Sensitivity Analysis Of A Proposed Capital Investment
Judi Ritts, senior project leader in the Corporate Information Services Group at Central Bank, sat at her desk with her head in her hands. The analysis she had just completed of Central Bank’s proposed investment in a new data center suggested that the project’s net present value (NPV) was negative—not by much, but by enough to be of concern. Scheduled to meet with her boss at 3:00 p.m. to review the results of her analysis, she contemplated what to do next. When she and her boss had discussed the economics of green practices in the context of the bank’s next data center, she had been sure she could justify the cost of the investment in green technologies; the cost of power and cooling infrastructure had become the primary cost drivers in a data center, and new technologies were promising substantial reductions in power and cooling costs.
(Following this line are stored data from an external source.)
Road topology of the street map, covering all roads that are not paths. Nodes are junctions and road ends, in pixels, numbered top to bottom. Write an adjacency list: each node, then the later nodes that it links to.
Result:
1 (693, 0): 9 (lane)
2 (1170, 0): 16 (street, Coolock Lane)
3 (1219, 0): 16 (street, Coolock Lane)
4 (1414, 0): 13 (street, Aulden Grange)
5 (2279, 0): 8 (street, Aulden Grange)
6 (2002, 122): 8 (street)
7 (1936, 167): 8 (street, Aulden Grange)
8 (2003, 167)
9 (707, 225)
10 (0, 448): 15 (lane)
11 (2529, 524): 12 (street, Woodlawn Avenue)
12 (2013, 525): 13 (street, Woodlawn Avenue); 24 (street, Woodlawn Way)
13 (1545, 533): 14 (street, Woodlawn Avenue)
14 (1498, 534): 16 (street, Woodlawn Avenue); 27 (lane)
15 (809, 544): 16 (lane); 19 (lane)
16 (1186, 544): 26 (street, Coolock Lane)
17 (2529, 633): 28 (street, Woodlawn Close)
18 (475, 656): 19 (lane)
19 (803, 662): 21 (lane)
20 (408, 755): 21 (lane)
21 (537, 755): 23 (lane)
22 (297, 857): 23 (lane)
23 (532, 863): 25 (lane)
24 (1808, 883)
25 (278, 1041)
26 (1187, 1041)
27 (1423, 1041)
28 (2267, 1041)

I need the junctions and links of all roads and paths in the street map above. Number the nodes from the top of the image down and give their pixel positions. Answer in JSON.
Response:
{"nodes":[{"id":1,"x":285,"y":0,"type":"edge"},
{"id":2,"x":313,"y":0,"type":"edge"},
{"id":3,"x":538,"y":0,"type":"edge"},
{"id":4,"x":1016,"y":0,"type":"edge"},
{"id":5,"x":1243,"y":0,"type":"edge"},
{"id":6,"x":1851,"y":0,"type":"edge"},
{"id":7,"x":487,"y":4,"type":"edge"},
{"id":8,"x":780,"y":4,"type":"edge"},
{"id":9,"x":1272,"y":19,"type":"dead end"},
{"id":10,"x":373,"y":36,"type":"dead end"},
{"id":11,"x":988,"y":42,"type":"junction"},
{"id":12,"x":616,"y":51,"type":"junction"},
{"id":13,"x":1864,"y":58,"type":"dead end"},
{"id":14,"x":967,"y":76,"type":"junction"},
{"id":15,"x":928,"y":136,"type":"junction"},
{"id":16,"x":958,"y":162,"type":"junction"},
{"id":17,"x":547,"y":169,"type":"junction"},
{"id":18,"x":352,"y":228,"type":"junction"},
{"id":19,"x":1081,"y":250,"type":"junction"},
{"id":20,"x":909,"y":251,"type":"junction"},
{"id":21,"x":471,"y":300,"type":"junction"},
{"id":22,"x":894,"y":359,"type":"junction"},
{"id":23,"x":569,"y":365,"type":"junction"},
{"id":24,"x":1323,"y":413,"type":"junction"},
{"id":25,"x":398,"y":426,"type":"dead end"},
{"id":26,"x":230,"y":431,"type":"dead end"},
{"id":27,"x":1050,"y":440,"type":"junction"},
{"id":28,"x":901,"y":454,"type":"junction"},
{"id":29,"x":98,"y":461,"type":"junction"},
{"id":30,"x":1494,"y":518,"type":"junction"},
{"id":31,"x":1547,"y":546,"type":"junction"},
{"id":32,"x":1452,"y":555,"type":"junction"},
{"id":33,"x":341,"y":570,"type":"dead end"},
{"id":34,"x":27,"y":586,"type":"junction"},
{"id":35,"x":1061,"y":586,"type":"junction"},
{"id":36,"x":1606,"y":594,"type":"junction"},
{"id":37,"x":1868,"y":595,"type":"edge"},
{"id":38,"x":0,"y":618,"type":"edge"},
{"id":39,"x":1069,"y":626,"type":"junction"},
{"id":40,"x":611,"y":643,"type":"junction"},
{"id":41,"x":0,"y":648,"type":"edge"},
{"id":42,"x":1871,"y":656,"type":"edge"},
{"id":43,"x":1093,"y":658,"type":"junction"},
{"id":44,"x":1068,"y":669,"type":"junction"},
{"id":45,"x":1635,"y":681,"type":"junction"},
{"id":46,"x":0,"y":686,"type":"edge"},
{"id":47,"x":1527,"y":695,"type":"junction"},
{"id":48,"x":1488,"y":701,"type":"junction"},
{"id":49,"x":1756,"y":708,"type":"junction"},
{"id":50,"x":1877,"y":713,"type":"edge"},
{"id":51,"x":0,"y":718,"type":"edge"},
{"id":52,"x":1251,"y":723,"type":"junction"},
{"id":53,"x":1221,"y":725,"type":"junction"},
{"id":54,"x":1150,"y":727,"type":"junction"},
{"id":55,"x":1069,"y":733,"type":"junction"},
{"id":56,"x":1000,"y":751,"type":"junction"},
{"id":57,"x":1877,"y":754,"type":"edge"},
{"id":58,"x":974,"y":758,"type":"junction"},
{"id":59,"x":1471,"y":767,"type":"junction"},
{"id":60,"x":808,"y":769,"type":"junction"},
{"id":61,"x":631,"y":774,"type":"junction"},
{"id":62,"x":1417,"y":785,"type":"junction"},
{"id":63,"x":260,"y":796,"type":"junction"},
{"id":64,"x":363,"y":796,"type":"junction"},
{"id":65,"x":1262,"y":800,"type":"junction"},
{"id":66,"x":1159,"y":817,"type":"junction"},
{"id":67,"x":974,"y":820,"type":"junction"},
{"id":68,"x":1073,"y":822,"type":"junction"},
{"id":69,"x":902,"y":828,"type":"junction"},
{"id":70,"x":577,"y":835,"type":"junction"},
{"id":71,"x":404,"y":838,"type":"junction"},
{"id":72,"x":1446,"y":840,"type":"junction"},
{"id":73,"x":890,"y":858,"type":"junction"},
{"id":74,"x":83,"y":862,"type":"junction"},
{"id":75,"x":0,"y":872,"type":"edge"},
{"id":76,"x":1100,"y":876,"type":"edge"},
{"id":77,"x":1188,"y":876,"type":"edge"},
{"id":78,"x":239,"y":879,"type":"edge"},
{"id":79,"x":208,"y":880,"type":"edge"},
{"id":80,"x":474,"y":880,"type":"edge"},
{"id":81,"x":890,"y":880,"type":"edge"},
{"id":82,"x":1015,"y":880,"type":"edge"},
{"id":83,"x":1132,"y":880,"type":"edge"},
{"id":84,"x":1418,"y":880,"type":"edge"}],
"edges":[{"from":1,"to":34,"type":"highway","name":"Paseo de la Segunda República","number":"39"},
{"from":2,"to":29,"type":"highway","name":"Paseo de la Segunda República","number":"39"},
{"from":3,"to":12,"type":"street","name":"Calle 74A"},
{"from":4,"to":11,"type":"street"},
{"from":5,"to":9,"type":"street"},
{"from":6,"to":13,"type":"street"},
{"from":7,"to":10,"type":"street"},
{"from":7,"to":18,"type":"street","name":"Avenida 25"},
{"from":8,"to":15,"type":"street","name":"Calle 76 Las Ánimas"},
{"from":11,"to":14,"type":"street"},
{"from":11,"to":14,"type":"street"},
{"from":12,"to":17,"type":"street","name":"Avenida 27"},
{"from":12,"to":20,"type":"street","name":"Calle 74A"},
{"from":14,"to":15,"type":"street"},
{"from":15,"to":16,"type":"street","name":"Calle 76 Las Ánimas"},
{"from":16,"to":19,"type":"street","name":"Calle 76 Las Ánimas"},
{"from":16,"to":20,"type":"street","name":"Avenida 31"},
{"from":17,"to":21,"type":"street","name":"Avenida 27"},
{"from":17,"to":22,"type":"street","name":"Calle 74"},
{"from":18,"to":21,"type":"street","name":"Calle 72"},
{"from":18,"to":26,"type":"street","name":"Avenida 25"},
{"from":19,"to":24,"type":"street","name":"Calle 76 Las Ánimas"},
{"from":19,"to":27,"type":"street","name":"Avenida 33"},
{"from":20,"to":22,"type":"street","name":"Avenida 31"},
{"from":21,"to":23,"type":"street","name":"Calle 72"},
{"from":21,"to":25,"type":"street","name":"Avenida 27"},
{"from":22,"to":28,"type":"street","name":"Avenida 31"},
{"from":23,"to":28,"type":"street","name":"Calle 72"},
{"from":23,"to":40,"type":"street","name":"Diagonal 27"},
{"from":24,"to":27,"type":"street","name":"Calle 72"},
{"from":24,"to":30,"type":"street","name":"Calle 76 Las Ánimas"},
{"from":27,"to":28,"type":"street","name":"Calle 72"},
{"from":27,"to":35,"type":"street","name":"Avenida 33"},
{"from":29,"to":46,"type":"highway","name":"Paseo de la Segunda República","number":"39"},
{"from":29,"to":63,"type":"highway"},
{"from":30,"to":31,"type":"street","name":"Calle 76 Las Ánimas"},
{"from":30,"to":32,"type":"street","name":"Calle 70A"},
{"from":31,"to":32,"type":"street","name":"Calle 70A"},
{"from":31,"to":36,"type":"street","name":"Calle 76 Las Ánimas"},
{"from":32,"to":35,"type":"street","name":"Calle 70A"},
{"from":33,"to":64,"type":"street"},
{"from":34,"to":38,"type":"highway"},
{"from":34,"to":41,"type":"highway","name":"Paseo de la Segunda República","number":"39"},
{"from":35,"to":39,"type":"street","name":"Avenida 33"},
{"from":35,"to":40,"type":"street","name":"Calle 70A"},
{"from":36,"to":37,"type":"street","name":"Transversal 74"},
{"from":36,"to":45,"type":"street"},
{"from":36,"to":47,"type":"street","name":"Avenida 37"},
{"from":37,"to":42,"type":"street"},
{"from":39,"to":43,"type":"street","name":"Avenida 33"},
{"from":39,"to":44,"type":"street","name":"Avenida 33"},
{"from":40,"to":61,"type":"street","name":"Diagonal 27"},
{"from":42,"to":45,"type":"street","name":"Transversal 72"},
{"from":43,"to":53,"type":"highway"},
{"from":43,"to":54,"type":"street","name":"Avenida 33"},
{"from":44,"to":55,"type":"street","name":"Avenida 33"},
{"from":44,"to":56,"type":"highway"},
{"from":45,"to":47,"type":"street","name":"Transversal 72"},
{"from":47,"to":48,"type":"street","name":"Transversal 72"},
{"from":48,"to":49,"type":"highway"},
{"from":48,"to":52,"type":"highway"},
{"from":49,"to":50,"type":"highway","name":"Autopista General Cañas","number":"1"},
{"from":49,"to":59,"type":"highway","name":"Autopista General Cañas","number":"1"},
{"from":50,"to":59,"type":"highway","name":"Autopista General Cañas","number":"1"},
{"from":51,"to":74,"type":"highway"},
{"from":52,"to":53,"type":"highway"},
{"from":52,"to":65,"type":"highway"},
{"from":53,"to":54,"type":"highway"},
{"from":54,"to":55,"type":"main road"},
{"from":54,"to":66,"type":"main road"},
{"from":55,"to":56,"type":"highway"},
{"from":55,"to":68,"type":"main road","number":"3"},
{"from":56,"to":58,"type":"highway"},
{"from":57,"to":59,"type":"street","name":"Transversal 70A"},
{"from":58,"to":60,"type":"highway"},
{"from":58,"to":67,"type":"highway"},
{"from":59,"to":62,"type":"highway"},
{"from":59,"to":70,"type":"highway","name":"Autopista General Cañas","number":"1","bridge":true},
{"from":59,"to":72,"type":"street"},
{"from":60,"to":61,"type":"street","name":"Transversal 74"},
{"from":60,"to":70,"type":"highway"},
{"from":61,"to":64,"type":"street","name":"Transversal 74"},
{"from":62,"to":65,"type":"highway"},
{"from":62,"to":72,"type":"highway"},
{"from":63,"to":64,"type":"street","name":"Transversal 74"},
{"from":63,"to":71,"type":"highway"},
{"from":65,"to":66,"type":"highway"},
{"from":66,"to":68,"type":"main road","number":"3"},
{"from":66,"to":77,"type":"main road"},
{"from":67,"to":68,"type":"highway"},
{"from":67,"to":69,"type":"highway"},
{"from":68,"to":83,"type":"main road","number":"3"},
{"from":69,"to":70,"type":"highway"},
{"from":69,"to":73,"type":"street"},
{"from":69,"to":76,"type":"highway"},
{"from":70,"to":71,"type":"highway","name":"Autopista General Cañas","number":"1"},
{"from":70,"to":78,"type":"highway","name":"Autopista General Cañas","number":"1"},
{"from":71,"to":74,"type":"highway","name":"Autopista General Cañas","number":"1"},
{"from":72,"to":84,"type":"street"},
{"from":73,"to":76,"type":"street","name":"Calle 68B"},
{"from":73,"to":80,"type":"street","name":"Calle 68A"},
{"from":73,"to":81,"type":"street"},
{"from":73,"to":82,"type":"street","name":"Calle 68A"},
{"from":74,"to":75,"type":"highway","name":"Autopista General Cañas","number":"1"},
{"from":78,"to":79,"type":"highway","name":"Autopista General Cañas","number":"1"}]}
The Proposed Investment in a New Data Center
Central Bank was considering a 60,000-square-foot data center, which would replace its site in Charlotte, North Carolina. Initially, it would contain 700 “racks,” each of which held 40 servers and their associated peripherals, memory, and disks. The cost of power for each rack averaged $45,600 per year (20 kilowatts × 24 hours × 365 days × 2.6 efficiency × $0.10 per kilowatt hour). The energy efficiency of the new data center was expected to generate substantial savings; Ritts thought Central Bank might be able to reduce its power usage effectiveness (PUE)— the total power usage of the data center divided by the power usage of the servers—from 2.60 to as low as 1.30 if everything went as planned.
Ritts’s boss had asked for a quick analysis based on some rough assumptions (see Exhibits 1 and 2). In addition, her boss had suggested that she use annual cash flows; assume that all investment in the new data center (as well as the sale of the old structure) occurred at year zero; and assume a simple tax treatment, PUE no lower than 1.35, and a 10-year project life with a residual value equal to the tax shield on the net book value at that time (see Exhibit 2).
The technology inherent in this proposed new data center was the way of the future. Central Bank needed to move in that direction, but if it was going to do so, it needed to be beneficial financially. Reflecting on all the assumptions she had to make in the analysis, Ritts wasn’t sure how reliable the projected NPV was. No doubt that projected NPV was sensitive to her choices about those assumptions. Not only that, she was certain her boss would expect her to make recommendations about what actions the bank could take to improve the financial attractiveness of the investment. Ritts realized that she still had a lot of work to do.